▸ Directions:
Each line below should be repeated exactly, but no picture should be carried over.

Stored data
--*--
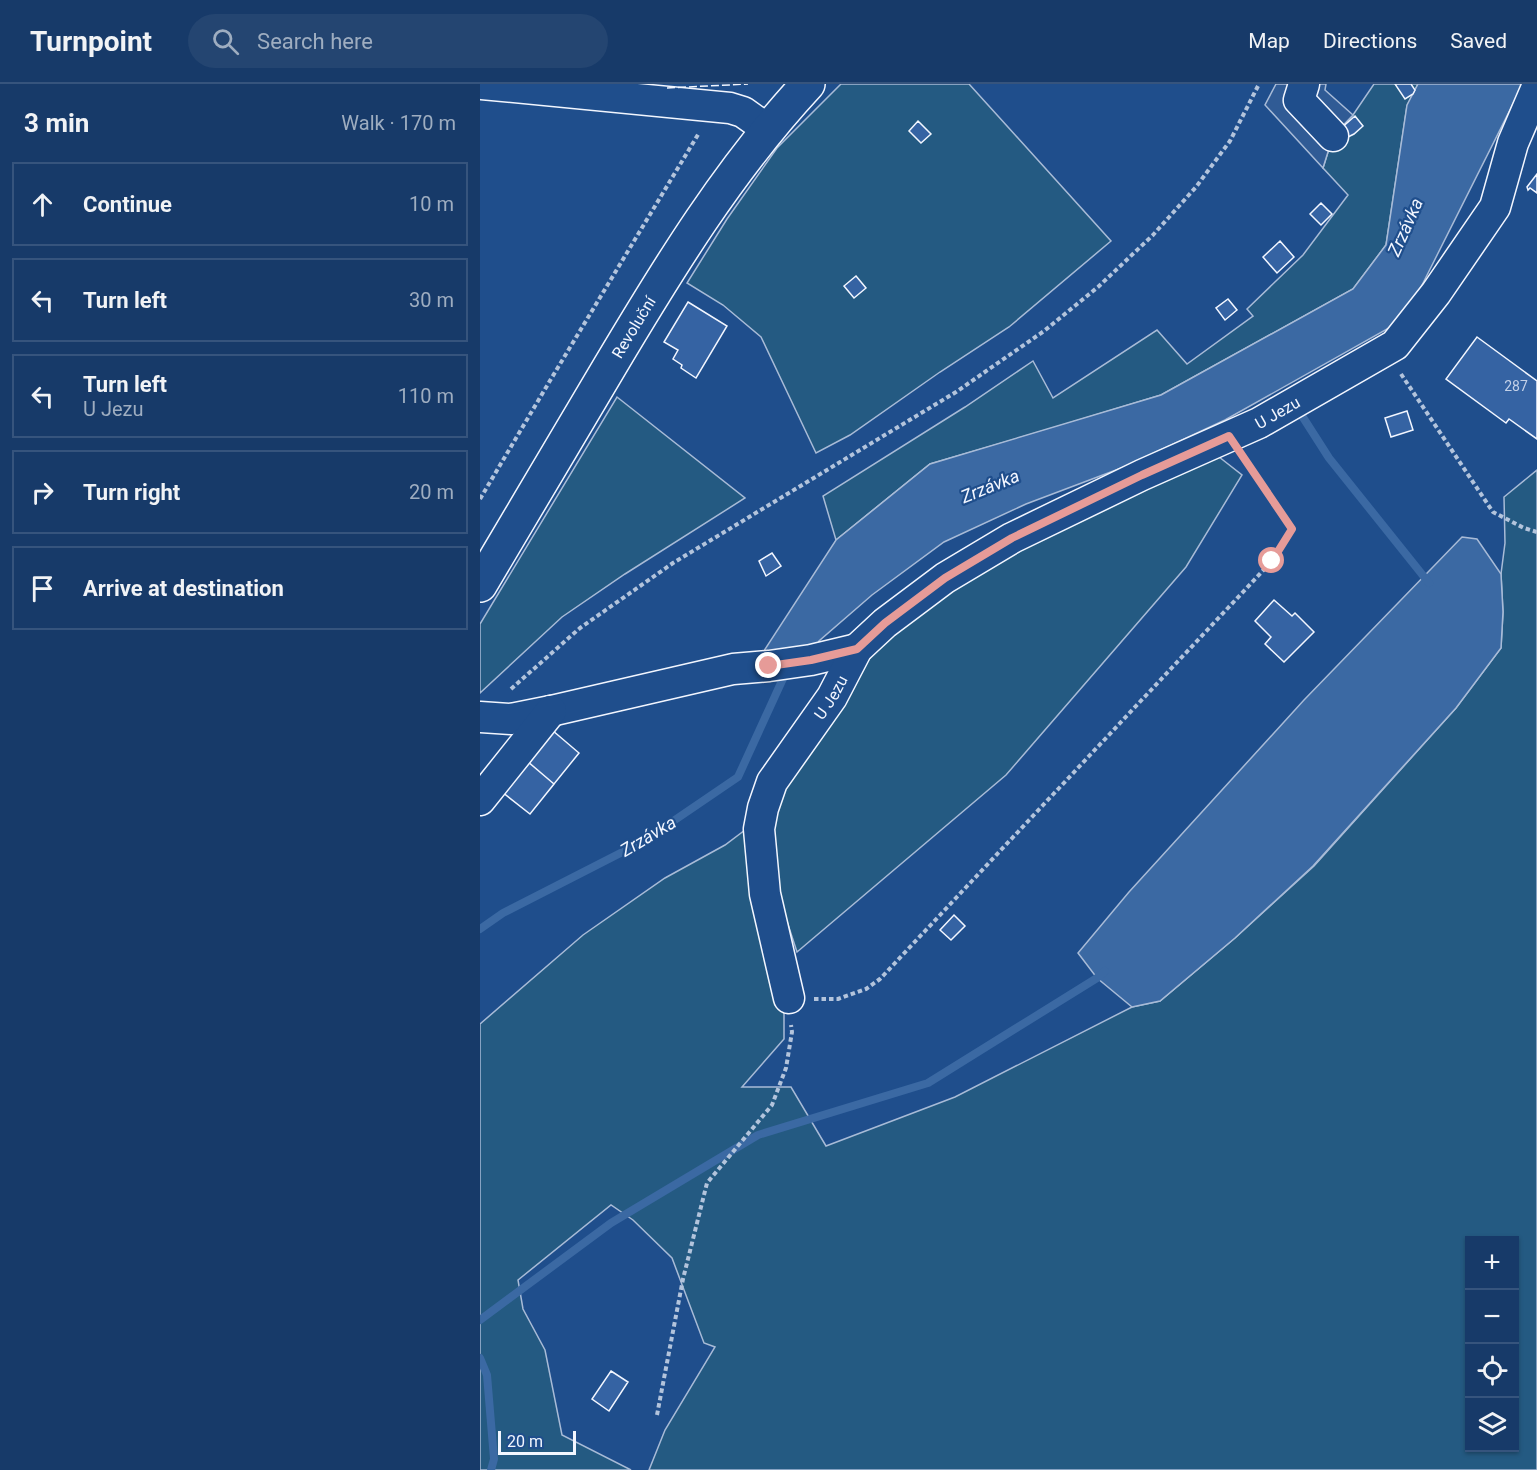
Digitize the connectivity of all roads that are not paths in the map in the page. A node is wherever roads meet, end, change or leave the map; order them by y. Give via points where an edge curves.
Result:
1 (482, 84) edge
2 (808, 84) edge
3 (1304, 84) edge
4 (1537, 87) edge
5 (767, 129) junction
6 (1333, 136) dead end
7 (480, 585) edge
8 (857, 649) junction
9 (551, 711) junction
10 (480, 717) edge
11 (480, 800) edge
12 (789, 998) road end

1 - 5 street via 715,106 740,110
2 - 5 main road, Revoluční
3 - 6 street via 1299,99
4 - 8 street, U Jezu via 1512,143 1494,207 1436,293 1395,345 1259,423 1012,538 945,578
5 - 7 main road, Revoluční via 678,255
8 - 9 street via 811,660 733,669
8 - 12 street, U Jezu via 832,697 772,782 763,808 759,829 765,894
9 - 10 street via 511,719
9 - 11 street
--*--
▸ Result:
Digitize the connectivity of all roads that are not paths in the map in the page. A node is wherever roads meet, end, change or leave the map; order them by y. Give via points where an edge curves.
Result:
1 (482, 84) edge
2 (808, 84) edge
3 (1304, 84) edge
4 (1537, 87) edge
5 (767, 129) junction
6 (1333, 136) dead end
7 (480, 585) edge
8 (857, 649) junction
9 (551, 711) junction
10 (480, 717) edge
11 (480, 800) edge
12 (789, 998) road end

1 - 5 street via 715,106 740,110
2 - 5 main road, Revoluční
3 - 6 street via 1299,99
4 - 8 street, U Jezu via 1512,143 1494,207 1436,293 1395,345 1259,423 1012,538 945,578
5 - 7 main road, Revoluční via 678,255
8 - 9 street via 811,660 733,669
8 - 12 street, U Jezu via 832,697 772,782 763,808 759,829 765,894
9 - 10 street via 511,719
9 - 11 street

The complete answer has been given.